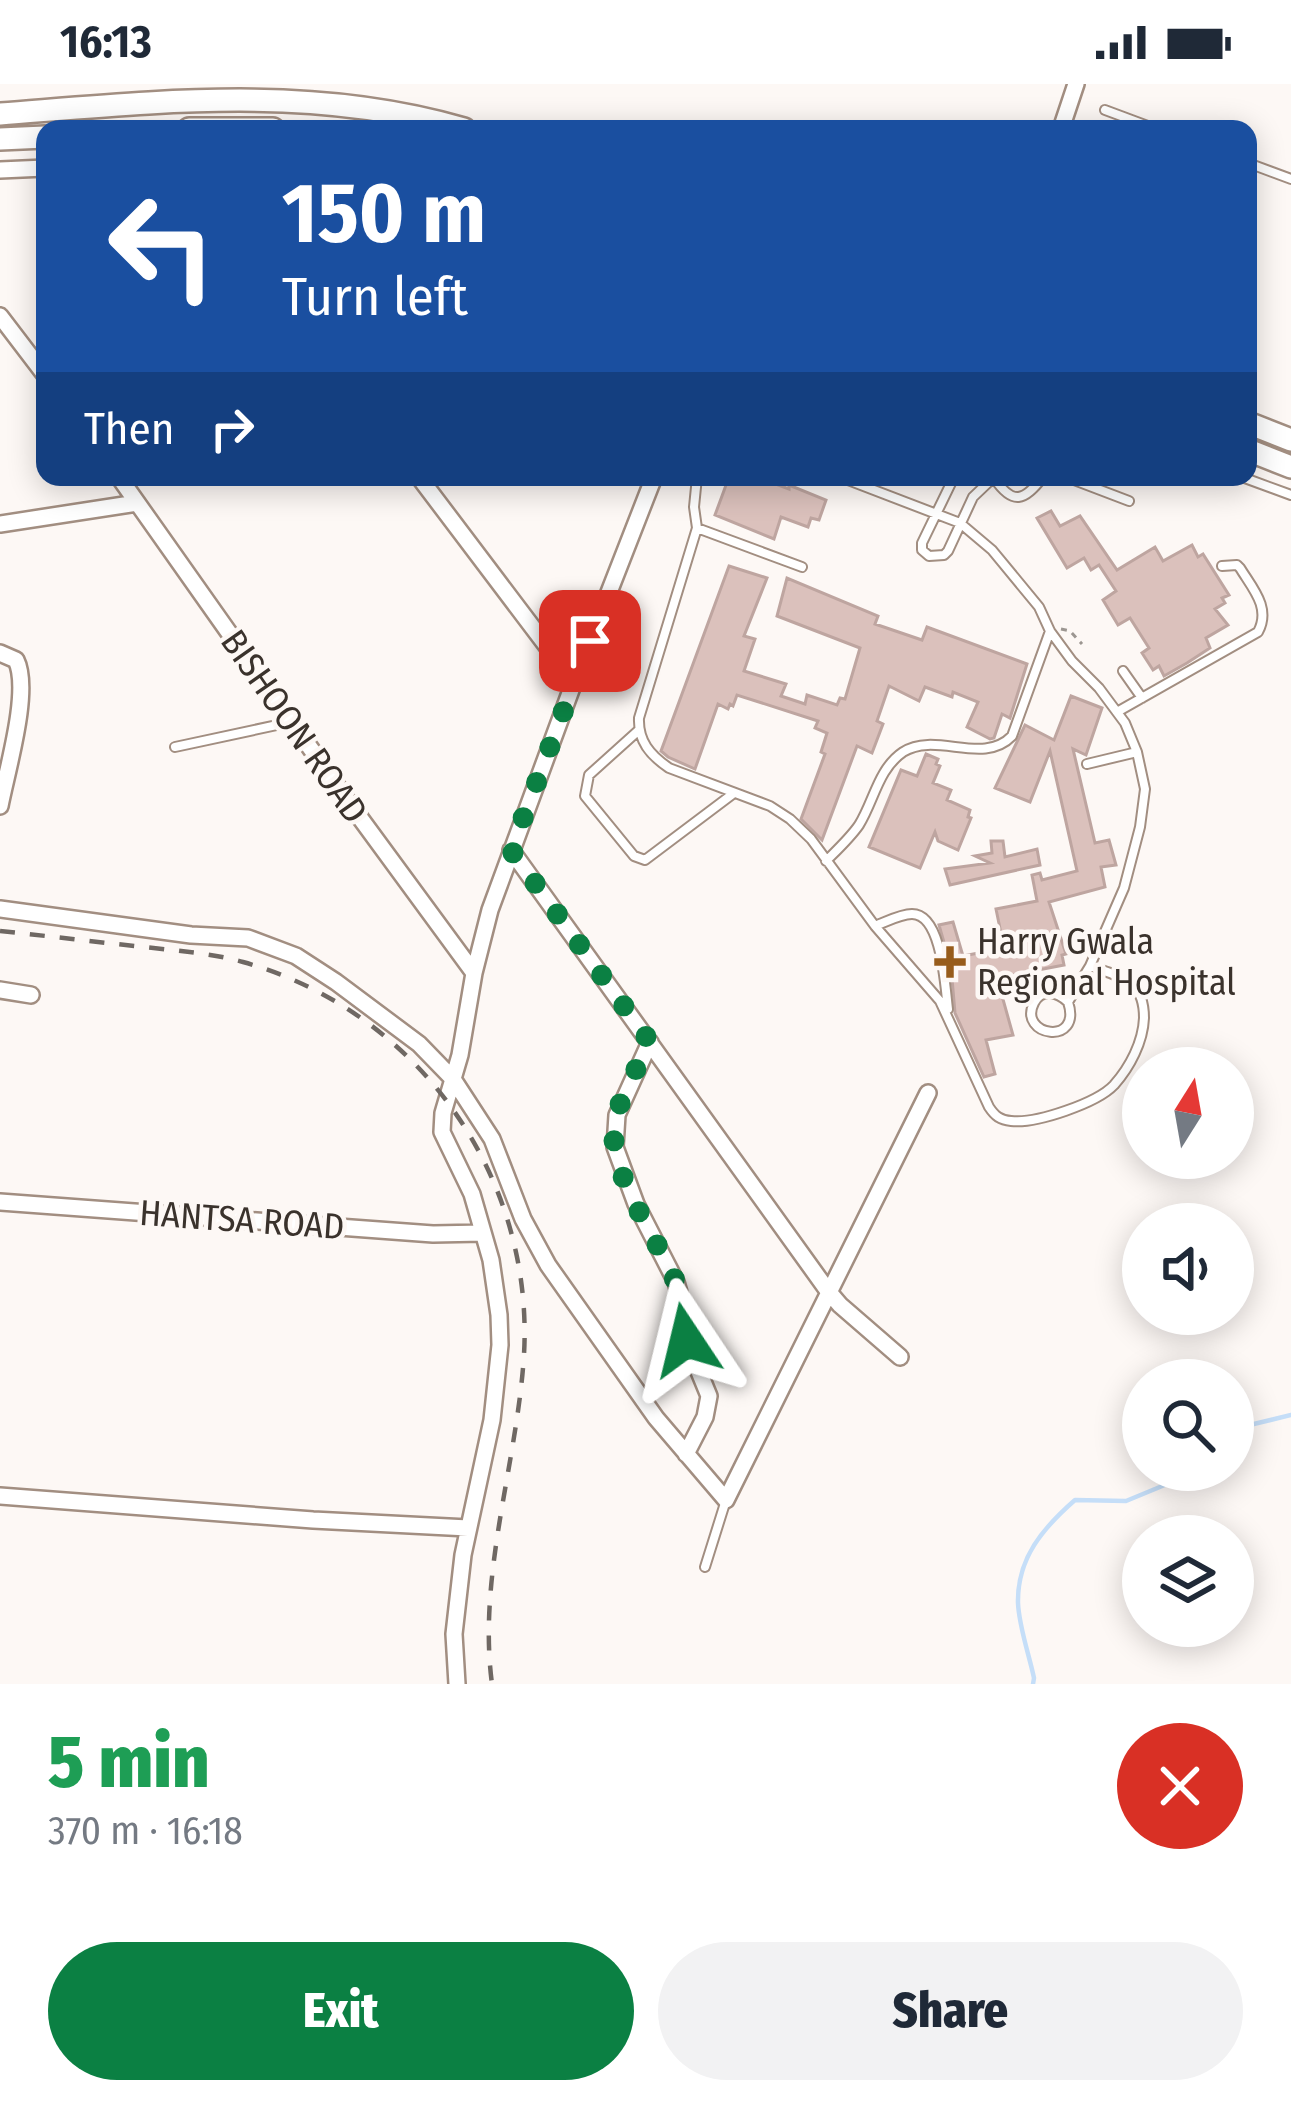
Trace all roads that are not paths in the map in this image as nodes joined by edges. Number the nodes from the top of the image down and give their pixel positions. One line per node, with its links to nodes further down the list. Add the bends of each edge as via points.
1 (1076, 84): 6 (street)
2 (195, 92): 4 (main road); 5 (main road)
3 (1105, 110): 7 (lane)
4 (0, 114)
5 (434, 120)
6 (1063, 120)
7 (1132, 120)
8 (36, 137): 9 (main road)
9 (0, 139)
10 (1257, 166): 13 (lane)
11 (36, 168): 12 (street)
12 (0, 170)
13 (1291, 179)
14 (0, 316): 15 (street)
15 (36, 362)
16 (1257, 427): 17 (main road)
17 (1291, 440)
18 (1257, 454): 19 (main road)
19 (1291, 467)
20 (1257, 483): 31 (lane)
21 (125, 486): 33 (street, BISHOON ROAD)
22 (426, 486): 43 (street)
23 (651, 486): 43 (street)
24 (696, 486): 37 (lane)
25 (864, 486): 34 (lane)
26 (950, 486): 34 (lane)
27 (984, 486): 35 (lane)
28 (1001, 486): 29 (lane, via 1019,497)
29 (1036, 486)
30 (1090, 486): 32 (lane)
31 (1291, 495)
32 (1129, 501)
33 (137, 503): 36 (street); 46 (street, BISHOON ROAD)
34 (937, 514): 35 (lane); 35 (lane, via 922,543 929,556 948,551)
35 (960, 523): 40 (lane, via 1007,565)
36 (0, 524)
37 (698, 529): 39 (lane); 47 (lane)
38 (1222, 566): 44 (lane, via 1240,568 1262,606 1258,632)
39 (802, 567)
40 (1049, 628): 45 (lane); 54 (lane, via 1003,746 910,748 886,768 858,827)
41 (0, 653): 52 (street, via 16,660 22,677)
42 (1123, 670): 44 (lane)
43 (574, 682): 53 (street)
44 (1142, 698): 45 (lane)
45 (1117, 712): 49 (lane)
46 (292, 722): 48 (lane); 58 (street, BISHOON ROAD)
47 (639, 730): 51 (lane, via 669,768); 51 (lane, via 585,788 634,856 645,860)
48 (175, 746)
49 (1137, 752): 50 (lane); 57 (lane, via 1145,789 1140,827)
50 (1088, 764)
51 (735, 792): 54 (lane, via 790,819)
52 (0, 806)
53 (511, 850): 58 (street); 63 (street)
54 (826, 861): 56 (lane)
55 (0, 909): 64 (street, via 265,944 336,982)
56 (875, 926): 62 (lane); 62 (lane, via 915,914 931,924)
57 (1090, 966): 61 (lane); 62 (lane, via 1136,987 1144,1025 1113,1086 1078,1106 1014,1122 994,1115)
58 (474, 973): 64 (street)
59 (0, 990): 60 (street)
60 (31, 995)
61 (1068, 1002): 61 (lane, via 1062,1029 1034,1023 1040,996)
62 (949, 1018)
63 (650, 1042): 68 (street); 70 (street, via 617,1115 614,1147 676,1282 686,1340 709,1396)
64 (453, 1079): 67 (street, via 442,1132); 70 (street, via 492,1139 535,1245)
65 (928, 1093): 68 (street)
66 (0, 1202): 67 (street, HANTSA ROAD)
67 (483, 1233): 73 (street, via 500,1345)
68 (828, 1291): 69 (street); 72 (street)
69 (900, 1357)
70 (686, 1454): 72 (street)
71 (0, 1496): 73 (street)
72 (726, 1500): 74 (lane)
73 (468, 1528): 75 (street, via 455,1611)
74 (705, 1567)
75 (457, 1684)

-*-

▸ **PROBLEM TO SOLVE**: Restate each line of the material word for word, skipping any picture.

▸ **EXERCISE RESPONSE**:
Trace all roads that are not paths in the map in this image as nodes joined by edges. Number the nodes from the top of the image down and give their pixel positions. One line per node, with its links to nodes further down the list. Add the bends of each edge as via points.
1 (1076, 84): 6 (street)
2 (195, 92): 4 (main road); 5 (main road)
3 (1105, 110): 7 (lane)
4 (0, 114)
5 (434, 120)
6 (1063, 120)
7 (1132, 120)
8 (36, 137): 9 (main road)
9 (0, 139)
10 (1257, 166): 13 (lane)
11 (36, 168): 12 (street)
12 (0, 170)
13 (1291, 179)
14 (0, 316): 15 (street)
15 (36, 362)
16 (1257, 427): 17 (main road)
17 (1291, 440)
18 (1257, 454): 19 (main road)
19 (1291, 467)
20 (1257, 483): 31 (lane)
21 (125, 486): 33 (street, BISHOON ROAD)
22 (426, 486): 43 (street)
23 (651, 486): 43 (street)
24 (696, 486): 37 (lane)
25 (864, 486): 34 (lane)
26 (950, 486): 34 (lane)
27 (984, 486): 35 (lane)
28 (1001, 486): 29 (lane, via 1019,497)
29 (1036, 486)
30 (1090, 486): 32 (lane)
31 (1291, 495)
32 (1129, 501)
33 (137, 503): 36 (street); 46 (street, BISHOON ROAD)
34 (937, 514): 35 (lane); 35 (lane, via 922,543 929,556 948,551)
35 (960, 523): 40 (lane, via 1007,565)
36 (0, 524)
37 (698, 529): 39 (lane); 47 (lane)
38 (1222, 566): 44 (lane, via 1240,568 1262,606 1258,632)
39 (802, 567)
40 (1049, 628): 45 (lane); 54 (lane, via 1003,746 910,748 886,768 858,827)
41 (0, 653): 52 (street, via 16,660 22,677)
42 (1123, 670): 44 (lane)
43 (574, 682): 53 (street)
44 (1142, 698): 45 (lane)
45 (1117, 712): 49 (lane)
46 (292, 722): 48 (lane); 58 (street, BISHOON ROAD)
47 (639, 730): 51 (lane, via 669,768); 51 (lane, via 585,788 634,856 645,860)
48 (175, 746)
49 (1137, 752): 50 (lane); 57 (lane, via 1145,789 1140,827)
50 (1088, 764)
51 (735, 792): 54 (lane, via 790,819)
52 (0, 806)
53 (511, 850): 58 (street); 63 (street)
54 (826, 861): 56 (lane)
55 (0, 909): 64 (street, via 265,944 336,982)
56 (875, 926): 62 (lane); 62 (lane, via 915,914 931,924)
57 (1090, 966): 61 (lane); 62 (lane, via 1136,987 1144,1025 1113,1086 1078,1106 1014,1122 994,1115)
58 (474, 973): 64 (street)
59 (0, 990): 60 (street)
60 (31, 995)
61 (1068, 1002): 61 (lane, via 1062,1029 1034,1023 1040,996)
62 (949, 1018)
63 (650, 1042): 68 (street); 70 (street, via 617,1115 614,1147 676,1282 686,1340 709,1396)
64 (453, 1079): 67 (street, via 442,1132); 70 (street, via 492,1139 535,1245)
65 (928, 1093): 68 (street)
66 (0, 1202): 67 (street, HANTSA ROAD)
67 (483, 1233): 73 (street, via 500,1345)
68 (828, 1291): 69 (street); 72 (street)
69 (900, 1357)
70 (686, 1454): 72 (street)
71 (0, 1496): 73 (street)
72 (726, 1500): 74 (lane)
73 (468, 1528): 75 (street, via 455,1611)
74 (705, 1567)
75 (457, 1684)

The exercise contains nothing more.